Each line of the listing that includes "Ronald" should be reported.
[[ Supplied entries open ]]
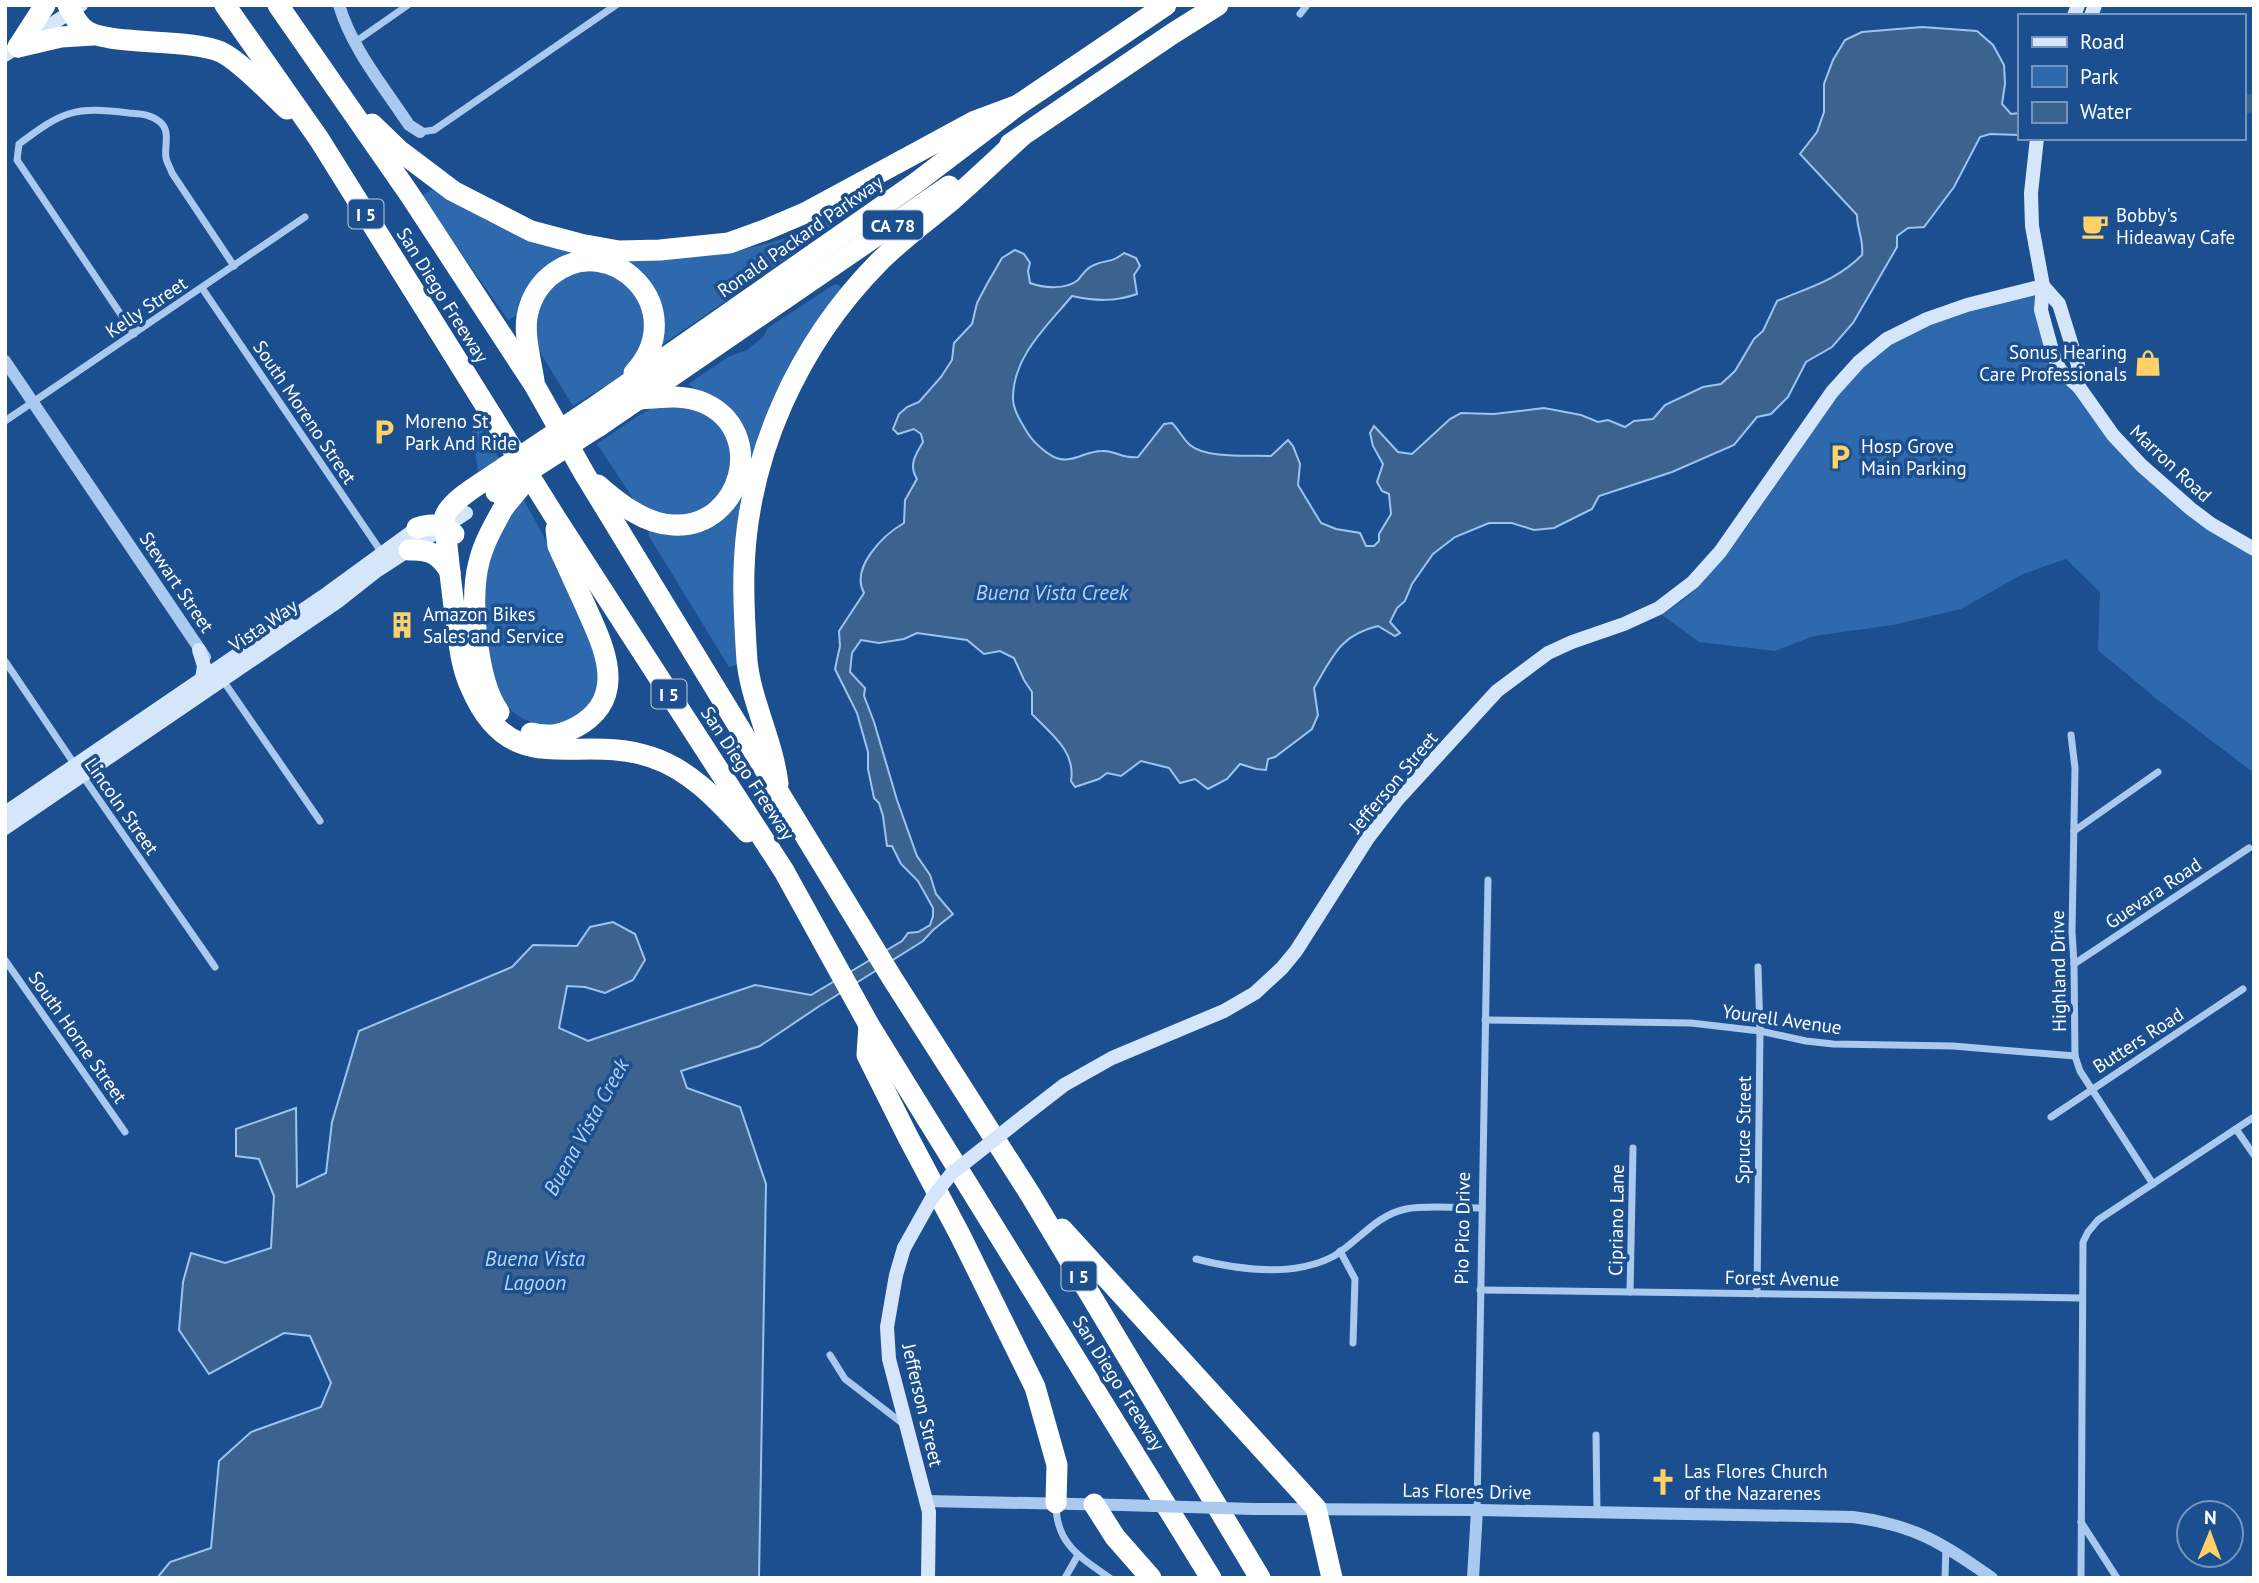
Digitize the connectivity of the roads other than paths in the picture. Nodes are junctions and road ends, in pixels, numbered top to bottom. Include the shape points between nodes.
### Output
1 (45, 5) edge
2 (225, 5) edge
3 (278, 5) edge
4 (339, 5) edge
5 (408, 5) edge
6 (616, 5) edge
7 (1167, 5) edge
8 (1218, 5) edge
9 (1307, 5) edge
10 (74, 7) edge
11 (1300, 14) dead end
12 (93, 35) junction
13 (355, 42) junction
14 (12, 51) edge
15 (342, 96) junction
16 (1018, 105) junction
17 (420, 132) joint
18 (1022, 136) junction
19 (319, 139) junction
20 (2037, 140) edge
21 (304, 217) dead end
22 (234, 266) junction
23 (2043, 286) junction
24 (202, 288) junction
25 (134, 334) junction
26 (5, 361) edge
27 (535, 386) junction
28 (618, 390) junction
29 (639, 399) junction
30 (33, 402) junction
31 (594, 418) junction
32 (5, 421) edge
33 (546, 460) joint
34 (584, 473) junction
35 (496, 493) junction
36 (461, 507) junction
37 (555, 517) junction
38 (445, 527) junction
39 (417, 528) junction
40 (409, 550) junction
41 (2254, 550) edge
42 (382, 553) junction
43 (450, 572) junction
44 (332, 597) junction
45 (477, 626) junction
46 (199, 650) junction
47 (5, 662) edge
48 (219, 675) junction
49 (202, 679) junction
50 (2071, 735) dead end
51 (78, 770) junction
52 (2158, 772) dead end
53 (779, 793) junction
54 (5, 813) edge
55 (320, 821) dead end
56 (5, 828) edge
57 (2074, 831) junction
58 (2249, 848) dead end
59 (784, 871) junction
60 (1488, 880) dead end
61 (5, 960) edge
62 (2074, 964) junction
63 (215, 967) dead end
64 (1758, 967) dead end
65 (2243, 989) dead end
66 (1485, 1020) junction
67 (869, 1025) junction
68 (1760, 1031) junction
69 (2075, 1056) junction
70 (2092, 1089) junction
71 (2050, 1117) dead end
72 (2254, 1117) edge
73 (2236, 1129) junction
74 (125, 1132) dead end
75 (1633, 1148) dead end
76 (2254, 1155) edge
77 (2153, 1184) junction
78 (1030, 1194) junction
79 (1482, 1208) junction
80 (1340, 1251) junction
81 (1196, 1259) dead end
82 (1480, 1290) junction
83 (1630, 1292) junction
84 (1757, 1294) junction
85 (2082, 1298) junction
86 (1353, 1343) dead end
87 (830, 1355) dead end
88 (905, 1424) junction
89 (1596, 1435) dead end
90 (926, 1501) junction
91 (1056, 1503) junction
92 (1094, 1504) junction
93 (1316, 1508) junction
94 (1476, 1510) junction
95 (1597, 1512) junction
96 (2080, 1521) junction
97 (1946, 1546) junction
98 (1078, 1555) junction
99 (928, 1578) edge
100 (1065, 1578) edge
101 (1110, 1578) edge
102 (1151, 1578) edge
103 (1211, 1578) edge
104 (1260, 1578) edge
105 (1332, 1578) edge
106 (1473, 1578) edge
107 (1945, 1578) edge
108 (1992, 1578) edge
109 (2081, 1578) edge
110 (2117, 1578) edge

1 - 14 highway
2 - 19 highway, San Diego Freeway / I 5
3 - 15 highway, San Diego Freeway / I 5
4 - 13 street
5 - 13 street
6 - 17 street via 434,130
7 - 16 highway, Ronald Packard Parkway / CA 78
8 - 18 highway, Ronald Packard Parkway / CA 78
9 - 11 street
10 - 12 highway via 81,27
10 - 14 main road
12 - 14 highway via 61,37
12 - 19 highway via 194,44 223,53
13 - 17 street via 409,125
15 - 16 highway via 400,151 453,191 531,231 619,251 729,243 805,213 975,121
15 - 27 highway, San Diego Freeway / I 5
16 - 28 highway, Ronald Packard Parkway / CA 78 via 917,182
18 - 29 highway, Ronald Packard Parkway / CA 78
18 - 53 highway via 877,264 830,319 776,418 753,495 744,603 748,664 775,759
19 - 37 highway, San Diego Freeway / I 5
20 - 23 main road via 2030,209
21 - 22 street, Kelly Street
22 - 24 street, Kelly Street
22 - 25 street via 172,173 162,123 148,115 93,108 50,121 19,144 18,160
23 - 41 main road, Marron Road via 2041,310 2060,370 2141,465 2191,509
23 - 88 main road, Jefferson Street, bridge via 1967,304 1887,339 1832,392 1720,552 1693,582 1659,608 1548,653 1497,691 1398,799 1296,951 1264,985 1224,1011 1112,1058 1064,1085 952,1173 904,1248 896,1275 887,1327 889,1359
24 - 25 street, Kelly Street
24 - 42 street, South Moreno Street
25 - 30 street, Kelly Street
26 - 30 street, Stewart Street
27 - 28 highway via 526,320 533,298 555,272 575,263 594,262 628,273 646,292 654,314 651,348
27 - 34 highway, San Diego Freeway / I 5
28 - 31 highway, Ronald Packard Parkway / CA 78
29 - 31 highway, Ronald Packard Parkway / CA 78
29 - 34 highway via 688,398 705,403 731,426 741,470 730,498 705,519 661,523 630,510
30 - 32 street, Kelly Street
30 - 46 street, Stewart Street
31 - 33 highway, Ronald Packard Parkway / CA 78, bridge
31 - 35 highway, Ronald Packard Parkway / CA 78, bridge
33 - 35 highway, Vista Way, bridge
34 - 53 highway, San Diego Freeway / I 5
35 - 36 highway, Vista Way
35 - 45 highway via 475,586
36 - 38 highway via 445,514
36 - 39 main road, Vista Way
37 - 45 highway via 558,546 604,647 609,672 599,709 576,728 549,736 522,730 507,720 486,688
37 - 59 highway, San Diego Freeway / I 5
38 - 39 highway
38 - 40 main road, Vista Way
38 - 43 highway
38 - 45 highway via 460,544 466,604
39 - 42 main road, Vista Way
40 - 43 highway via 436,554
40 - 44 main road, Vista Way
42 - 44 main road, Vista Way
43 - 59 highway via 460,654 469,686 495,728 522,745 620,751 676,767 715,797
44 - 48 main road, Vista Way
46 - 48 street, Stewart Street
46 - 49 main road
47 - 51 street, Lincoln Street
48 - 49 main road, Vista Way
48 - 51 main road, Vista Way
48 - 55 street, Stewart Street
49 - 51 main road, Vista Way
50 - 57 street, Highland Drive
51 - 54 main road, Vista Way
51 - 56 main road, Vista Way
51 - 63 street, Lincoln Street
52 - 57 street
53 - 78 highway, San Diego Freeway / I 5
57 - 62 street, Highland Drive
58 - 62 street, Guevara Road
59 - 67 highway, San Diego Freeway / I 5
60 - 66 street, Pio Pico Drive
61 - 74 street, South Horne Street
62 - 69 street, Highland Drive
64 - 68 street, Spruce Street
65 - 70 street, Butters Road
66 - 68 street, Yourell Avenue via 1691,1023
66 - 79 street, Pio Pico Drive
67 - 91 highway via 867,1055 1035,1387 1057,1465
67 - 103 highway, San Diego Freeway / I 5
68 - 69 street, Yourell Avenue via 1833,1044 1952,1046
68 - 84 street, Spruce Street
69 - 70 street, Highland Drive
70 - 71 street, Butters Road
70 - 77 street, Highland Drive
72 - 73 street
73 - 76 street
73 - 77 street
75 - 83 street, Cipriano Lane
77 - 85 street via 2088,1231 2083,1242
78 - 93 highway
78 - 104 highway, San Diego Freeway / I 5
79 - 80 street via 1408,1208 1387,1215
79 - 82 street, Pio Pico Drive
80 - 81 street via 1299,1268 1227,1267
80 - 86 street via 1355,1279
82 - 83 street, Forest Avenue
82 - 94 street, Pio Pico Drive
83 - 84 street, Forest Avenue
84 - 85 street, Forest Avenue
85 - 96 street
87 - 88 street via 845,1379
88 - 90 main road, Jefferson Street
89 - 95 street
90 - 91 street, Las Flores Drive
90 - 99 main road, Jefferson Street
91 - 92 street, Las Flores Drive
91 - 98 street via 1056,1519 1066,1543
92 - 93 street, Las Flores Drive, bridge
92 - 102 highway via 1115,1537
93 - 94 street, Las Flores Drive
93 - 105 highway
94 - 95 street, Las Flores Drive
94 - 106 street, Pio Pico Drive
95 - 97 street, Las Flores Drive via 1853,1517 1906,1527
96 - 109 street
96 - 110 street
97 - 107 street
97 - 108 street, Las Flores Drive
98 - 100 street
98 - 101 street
[[ Supplied entries closed ]]
[[ Supplied entries open ]]
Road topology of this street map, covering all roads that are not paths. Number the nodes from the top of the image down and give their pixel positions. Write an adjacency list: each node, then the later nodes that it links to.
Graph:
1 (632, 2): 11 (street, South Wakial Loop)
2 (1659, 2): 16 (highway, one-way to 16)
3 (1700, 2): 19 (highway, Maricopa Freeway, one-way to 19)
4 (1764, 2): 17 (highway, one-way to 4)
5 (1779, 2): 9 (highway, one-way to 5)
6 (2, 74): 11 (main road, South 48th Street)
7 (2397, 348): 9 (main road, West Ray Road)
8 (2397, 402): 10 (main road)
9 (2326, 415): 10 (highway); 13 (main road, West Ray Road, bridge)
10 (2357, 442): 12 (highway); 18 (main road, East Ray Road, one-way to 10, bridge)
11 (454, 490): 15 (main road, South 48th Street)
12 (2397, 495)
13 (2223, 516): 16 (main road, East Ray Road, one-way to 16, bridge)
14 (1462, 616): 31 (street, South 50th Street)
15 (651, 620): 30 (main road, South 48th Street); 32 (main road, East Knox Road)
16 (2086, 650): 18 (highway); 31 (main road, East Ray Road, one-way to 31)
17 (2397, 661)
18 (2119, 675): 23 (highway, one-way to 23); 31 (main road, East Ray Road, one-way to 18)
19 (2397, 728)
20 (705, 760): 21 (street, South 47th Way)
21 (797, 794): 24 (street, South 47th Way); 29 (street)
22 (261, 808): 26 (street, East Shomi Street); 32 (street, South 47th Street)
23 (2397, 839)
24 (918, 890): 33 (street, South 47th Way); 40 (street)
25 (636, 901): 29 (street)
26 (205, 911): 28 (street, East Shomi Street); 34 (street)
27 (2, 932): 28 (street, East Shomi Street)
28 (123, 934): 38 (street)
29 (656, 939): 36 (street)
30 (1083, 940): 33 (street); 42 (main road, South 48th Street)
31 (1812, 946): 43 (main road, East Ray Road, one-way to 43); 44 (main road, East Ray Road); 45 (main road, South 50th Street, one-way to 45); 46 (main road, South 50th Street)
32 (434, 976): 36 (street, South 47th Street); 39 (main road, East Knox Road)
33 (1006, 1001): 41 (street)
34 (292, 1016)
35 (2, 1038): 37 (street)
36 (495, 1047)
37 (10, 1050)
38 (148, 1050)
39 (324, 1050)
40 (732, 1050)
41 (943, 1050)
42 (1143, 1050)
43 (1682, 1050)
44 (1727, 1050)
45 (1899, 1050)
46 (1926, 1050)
[[ Supplied entries closed ]]
_Answer area_
7 - 16 highway, Ronald Packard Parkway / CA 78
8 - 18 highway, Ronald Packard Parkway / CA 78
16 - 28 highway, Ronald Packard Parkway / CA 78 via 917,182
18 - 29 highway, Ronald Packard Parkway / CA 78
28 - 31 highway, Ronald Packard Parkway / CA 78
29 - 31 highway, Ronald Packard Parkway / CA 78
31 - 33 highway, Ronald Packard Parkway / CA 78, bridge
31 - 35 highway, Ronald Packard Parkway / CA 78, bridge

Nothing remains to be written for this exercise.